Eurídice Monteiro disse...

Olá Lino

Gostei das tuas lembranças de infância!

A minha infância foi marcada pela imensidão do mar. Cresci numa baía prenhe de água salgada, mas sentia saudades das águas cristalinas de recantos que nem conhecia. Da minha varanda, eu via o nevoeiro na Serra de Malagueta. Assomada (a minha herança paterna) foi sempre a pasárgada dos meus sonhos. Por isso, sonho tanto com a chuva de Novembro e o friozinho da manhã em Assomada. Lembro-me com muita emoção de uma visita que fiz à tia-madrinha do meu pai na Boa Entrada. Fui com mais duas primas minhas (Janine e Ivanilde). A tia Zulmira e o tio João deixaram-nos fazer quase tudo o que nos dava na telha. Foi uma maravilha!... A água quentinha do tanque verde, as escorregadelas, as mangas madurinhas, o leite-dormido, etc. Caramba, Lino.
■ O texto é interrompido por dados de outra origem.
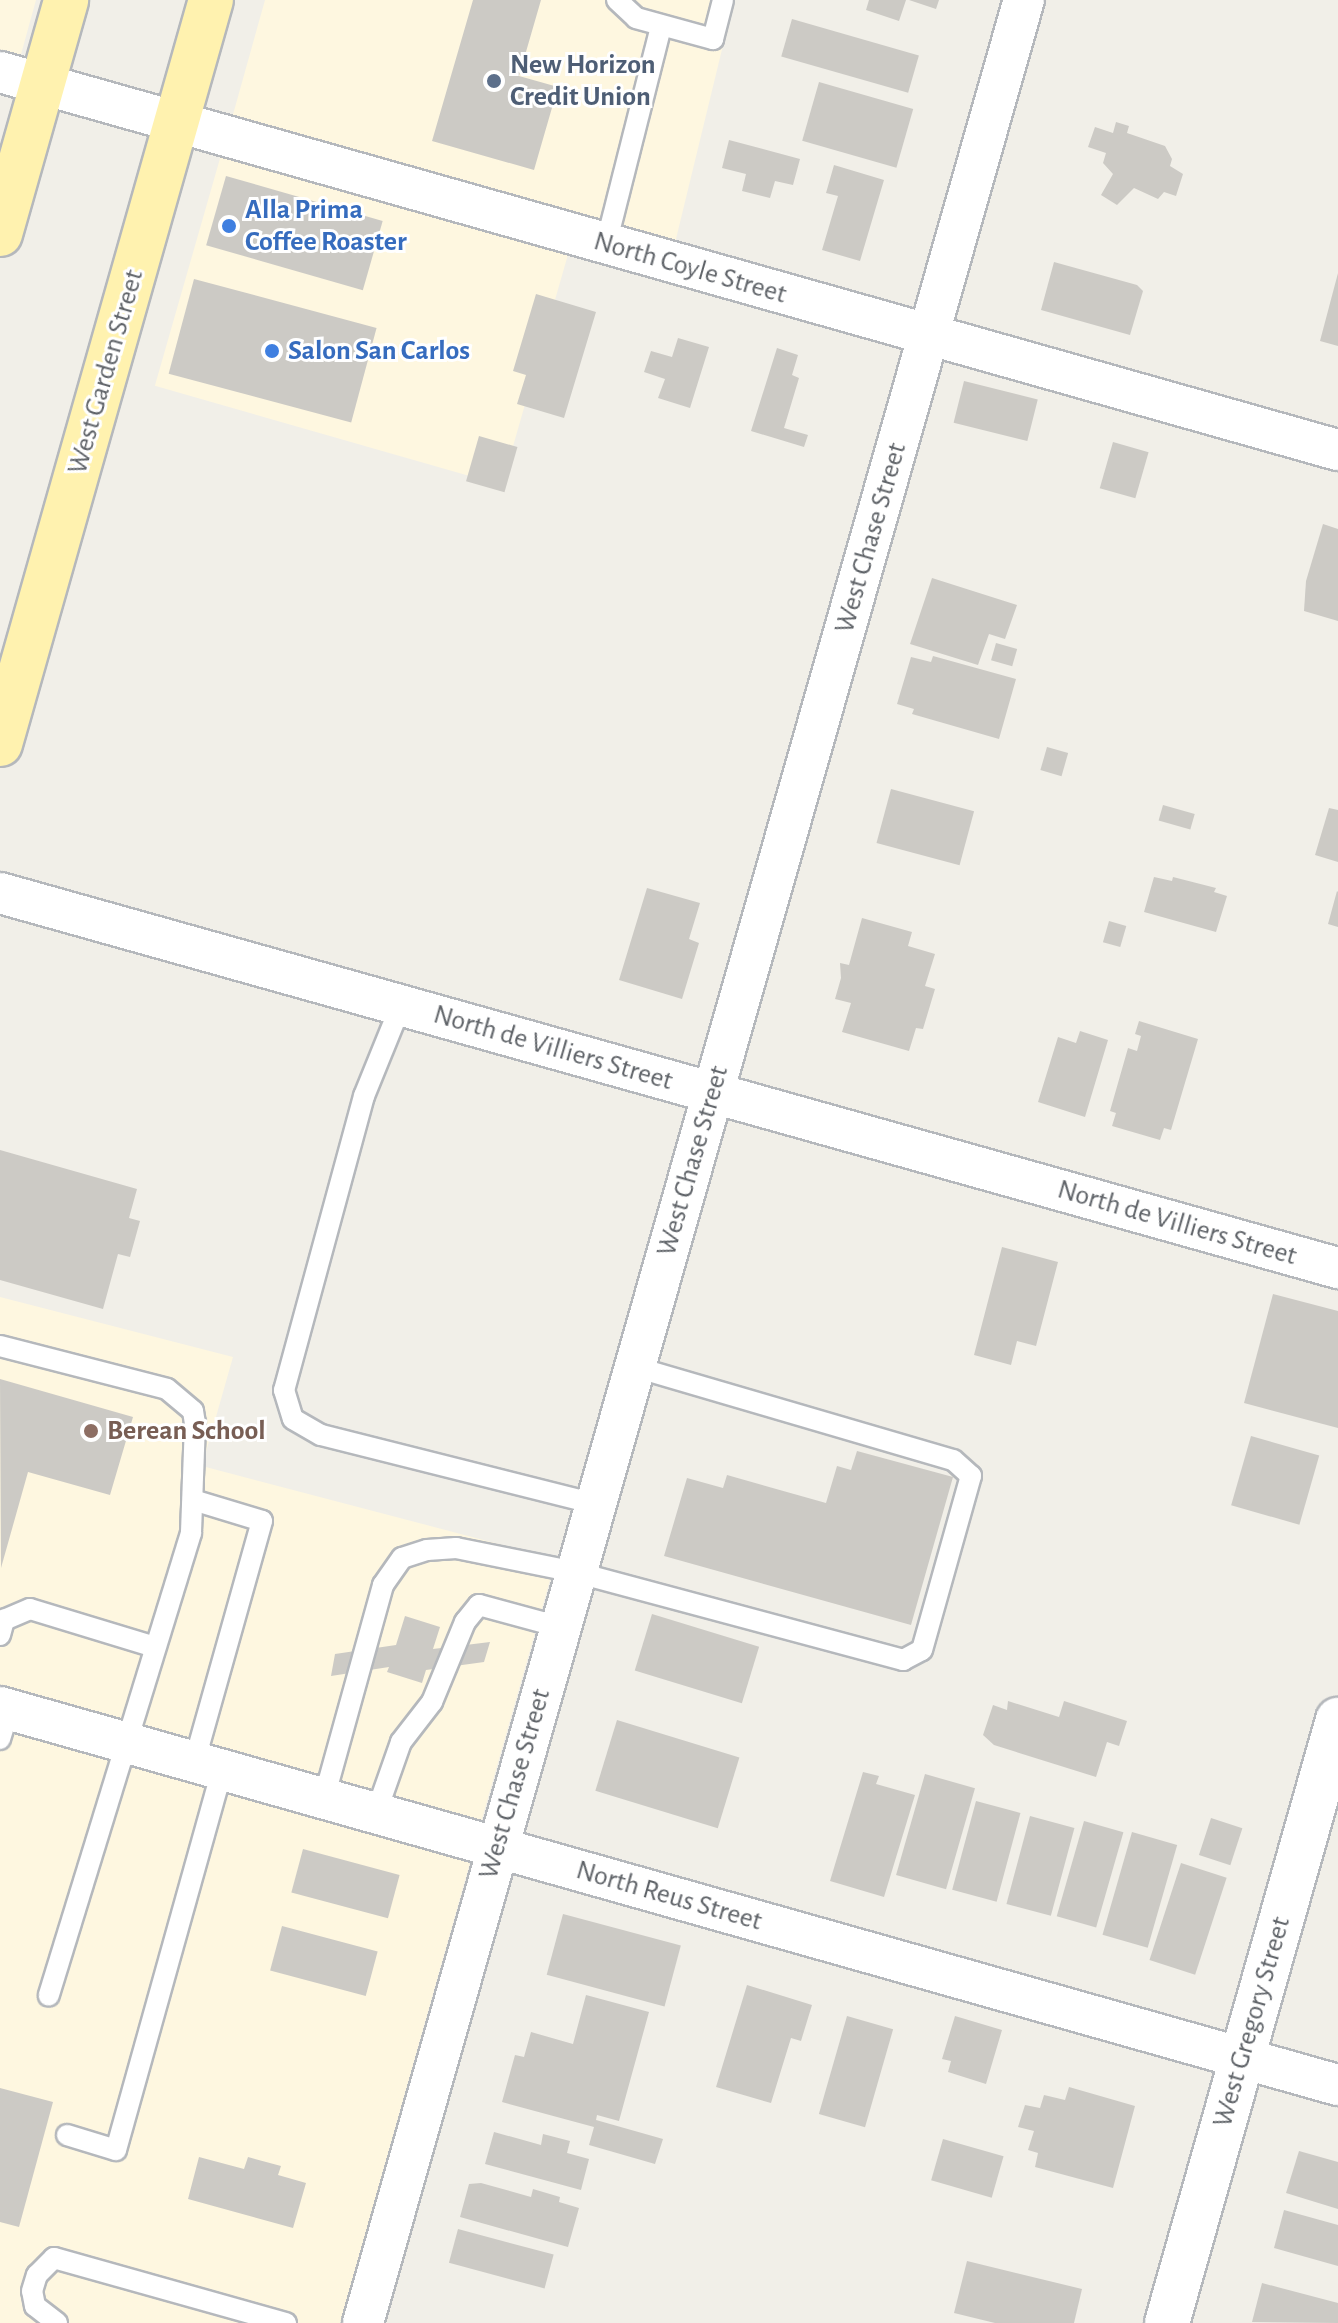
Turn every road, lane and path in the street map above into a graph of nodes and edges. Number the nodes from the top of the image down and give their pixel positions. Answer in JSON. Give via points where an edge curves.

Porque é que me trazes essas lembranças!?!

Bjs
Eury

Paulino Dias disse...

Eury,

Já dizia um amigo meu que "a lembrança é um lado da nossa dignidade"...

Bjs,
Paulino

Kamia disse...

Pois é, nada como lembrar das coisas boas da minineza.

Eu tive uma infância nómada onde coube tudo isso: mar na beirinha de casa, tanque e outras coisas mais.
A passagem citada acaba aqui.